*** Opening Material provided ***

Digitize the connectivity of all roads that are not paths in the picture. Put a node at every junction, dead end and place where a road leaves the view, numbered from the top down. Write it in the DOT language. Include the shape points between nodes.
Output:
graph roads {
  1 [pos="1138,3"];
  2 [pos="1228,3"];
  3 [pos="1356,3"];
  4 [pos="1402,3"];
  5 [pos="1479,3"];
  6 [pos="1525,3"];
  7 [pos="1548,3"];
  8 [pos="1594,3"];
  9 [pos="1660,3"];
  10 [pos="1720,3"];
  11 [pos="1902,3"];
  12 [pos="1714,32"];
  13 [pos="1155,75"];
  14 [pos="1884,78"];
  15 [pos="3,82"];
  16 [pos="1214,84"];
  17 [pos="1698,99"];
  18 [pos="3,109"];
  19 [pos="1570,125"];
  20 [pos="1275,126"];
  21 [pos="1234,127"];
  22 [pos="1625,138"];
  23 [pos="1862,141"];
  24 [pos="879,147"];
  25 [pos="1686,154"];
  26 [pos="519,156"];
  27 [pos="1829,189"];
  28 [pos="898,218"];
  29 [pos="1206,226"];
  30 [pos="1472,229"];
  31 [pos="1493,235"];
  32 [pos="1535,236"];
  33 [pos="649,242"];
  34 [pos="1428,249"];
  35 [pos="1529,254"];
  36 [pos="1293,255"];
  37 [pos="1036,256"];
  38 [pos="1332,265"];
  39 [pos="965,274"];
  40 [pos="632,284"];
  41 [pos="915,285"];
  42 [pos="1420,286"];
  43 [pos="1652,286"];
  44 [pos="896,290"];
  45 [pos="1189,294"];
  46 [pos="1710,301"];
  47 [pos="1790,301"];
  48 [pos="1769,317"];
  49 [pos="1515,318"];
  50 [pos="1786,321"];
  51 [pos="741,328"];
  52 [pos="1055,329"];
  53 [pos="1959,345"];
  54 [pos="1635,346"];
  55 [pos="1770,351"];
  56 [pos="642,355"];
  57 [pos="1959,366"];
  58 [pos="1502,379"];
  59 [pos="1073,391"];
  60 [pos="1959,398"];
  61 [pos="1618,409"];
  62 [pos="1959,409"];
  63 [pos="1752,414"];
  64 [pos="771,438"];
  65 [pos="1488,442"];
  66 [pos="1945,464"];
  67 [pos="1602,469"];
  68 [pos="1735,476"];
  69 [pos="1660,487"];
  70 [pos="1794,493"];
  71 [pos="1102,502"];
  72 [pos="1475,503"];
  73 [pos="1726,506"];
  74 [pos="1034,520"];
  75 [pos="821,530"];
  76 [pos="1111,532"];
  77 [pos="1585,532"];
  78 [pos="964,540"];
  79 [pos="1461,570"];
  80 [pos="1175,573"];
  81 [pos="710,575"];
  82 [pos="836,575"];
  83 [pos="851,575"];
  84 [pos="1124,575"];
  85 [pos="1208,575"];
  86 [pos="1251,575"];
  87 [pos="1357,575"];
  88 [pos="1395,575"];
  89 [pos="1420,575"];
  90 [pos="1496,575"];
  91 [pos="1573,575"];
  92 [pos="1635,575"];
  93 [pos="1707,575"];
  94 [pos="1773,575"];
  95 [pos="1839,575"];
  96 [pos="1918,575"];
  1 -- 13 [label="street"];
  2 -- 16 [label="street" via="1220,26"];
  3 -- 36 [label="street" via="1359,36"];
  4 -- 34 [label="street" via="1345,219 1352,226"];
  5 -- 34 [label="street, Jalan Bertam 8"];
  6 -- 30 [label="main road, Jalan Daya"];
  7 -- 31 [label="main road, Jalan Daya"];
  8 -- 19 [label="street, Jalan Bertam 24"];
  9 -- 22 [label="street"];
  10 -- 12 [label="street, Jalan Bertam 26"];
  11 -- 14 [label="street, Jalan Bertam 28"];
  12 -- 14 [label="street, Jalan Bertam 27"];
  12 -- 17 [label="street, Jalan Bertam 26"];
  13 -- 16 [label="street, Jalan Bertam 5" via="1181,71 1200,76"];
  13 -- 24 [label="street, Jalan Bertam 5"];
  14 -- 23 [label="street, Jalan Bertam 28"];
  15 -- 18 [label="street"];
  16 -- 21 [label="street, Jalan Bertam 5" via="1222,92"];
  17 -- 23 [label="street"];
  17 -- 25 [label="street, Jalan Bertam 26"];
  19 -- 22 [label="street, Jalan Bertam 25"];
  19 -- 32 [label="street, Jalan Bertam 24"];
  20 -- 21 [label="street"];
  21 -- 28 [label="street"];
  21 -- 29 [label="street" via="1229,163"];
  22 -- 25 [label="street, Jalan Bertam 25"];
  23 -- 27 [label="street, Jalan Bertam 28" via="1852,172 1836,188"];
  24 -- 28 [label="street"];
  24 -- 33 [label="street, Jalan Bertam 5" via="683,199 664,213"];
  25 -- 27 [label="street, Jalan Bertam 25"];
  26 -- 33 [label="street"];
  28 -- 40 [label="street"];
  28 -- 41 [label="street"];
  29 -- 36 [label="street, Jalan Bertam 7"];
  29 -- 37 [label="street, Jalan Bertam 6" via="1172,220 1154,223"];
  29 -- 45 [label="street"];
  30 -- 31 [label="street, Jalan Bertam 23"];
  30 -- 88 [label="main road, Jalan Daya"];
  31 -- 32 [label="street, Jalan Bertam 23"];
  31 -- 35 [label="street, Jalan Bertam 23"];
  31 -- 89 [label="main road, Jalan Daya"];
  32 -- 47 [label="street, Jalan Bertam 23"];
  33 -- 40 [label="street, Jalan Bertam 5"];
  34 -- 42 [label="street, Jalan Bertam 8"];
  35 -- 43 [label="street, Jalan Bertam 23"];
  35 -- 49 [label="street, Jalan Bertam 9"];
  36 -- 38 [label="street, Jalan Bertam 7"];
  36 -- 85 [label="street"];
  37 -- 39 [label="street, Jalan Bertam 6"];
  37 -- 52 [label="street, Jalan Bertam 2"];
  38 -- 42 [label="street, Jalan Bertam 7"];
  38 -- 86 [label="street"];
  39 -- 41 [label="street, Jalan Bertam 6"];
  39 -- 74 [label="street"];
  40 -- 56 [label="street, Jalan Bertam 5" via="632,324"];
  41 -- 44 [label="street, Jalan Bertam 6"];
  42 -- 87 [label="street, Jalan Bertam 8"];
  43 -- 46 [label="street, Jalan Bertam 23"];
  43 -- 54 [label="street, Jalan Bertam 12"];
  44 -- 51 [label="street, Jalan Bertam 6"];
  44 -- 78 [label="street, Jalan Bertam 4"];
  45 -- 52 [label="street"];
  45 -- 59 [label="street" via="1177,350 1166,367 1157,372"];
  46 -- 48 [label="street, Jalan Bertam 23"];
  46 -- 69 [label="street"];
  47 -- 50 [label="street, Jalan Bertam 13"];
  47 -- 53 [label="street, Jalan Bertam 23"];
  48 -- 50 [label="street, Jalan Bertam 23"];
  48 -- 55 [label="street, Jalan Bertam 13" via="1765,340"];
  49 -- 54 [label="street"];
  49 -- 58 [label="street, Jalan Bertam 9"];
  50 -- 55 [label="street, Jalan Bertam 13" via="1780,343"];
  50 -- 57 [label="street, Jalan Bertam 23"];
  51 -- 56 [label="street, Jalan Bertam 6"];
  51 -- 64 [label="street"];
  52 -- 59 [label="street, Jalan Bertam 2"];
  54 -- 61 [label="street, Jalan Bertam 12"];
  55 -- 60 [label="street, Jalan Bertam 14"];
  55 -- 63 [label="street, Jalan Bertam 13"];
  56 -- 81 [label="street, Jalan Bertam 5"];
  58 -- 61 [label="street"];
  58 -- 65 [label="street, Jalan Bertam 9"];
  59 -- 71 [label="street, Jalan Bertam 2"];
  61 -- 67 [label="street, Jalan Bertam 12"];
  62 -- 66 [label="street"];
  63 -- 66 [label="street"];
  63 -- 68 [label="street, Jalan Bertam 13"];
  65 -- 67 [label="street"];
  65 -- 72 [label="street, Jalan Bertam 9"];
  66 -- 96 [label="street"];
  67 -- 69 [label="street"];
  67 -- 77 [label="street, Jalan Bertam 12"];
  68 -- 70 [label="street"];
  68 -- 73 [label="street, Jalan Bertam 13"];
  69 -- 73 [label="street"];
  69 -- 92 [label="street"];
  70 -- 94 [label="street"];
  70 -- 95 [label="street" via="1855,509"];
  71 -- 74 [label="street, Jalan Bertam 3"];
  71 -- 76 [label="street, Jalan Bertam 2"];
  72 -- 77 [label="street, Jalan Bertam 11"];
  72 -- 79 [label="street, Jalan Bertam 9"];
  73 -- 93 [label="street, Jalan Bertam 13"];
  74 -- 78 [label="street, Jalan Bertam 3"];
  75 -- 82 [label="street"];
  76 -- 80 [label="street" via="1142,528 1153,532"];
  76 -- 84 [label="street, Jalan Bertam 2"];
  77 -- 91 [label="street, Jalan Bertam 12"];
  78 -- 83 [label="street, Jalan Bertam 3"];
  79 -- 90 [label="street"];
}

*** Closing Material provided ***

Look over the entries above and count the lines where the word "roads" appears, then report only that count.

2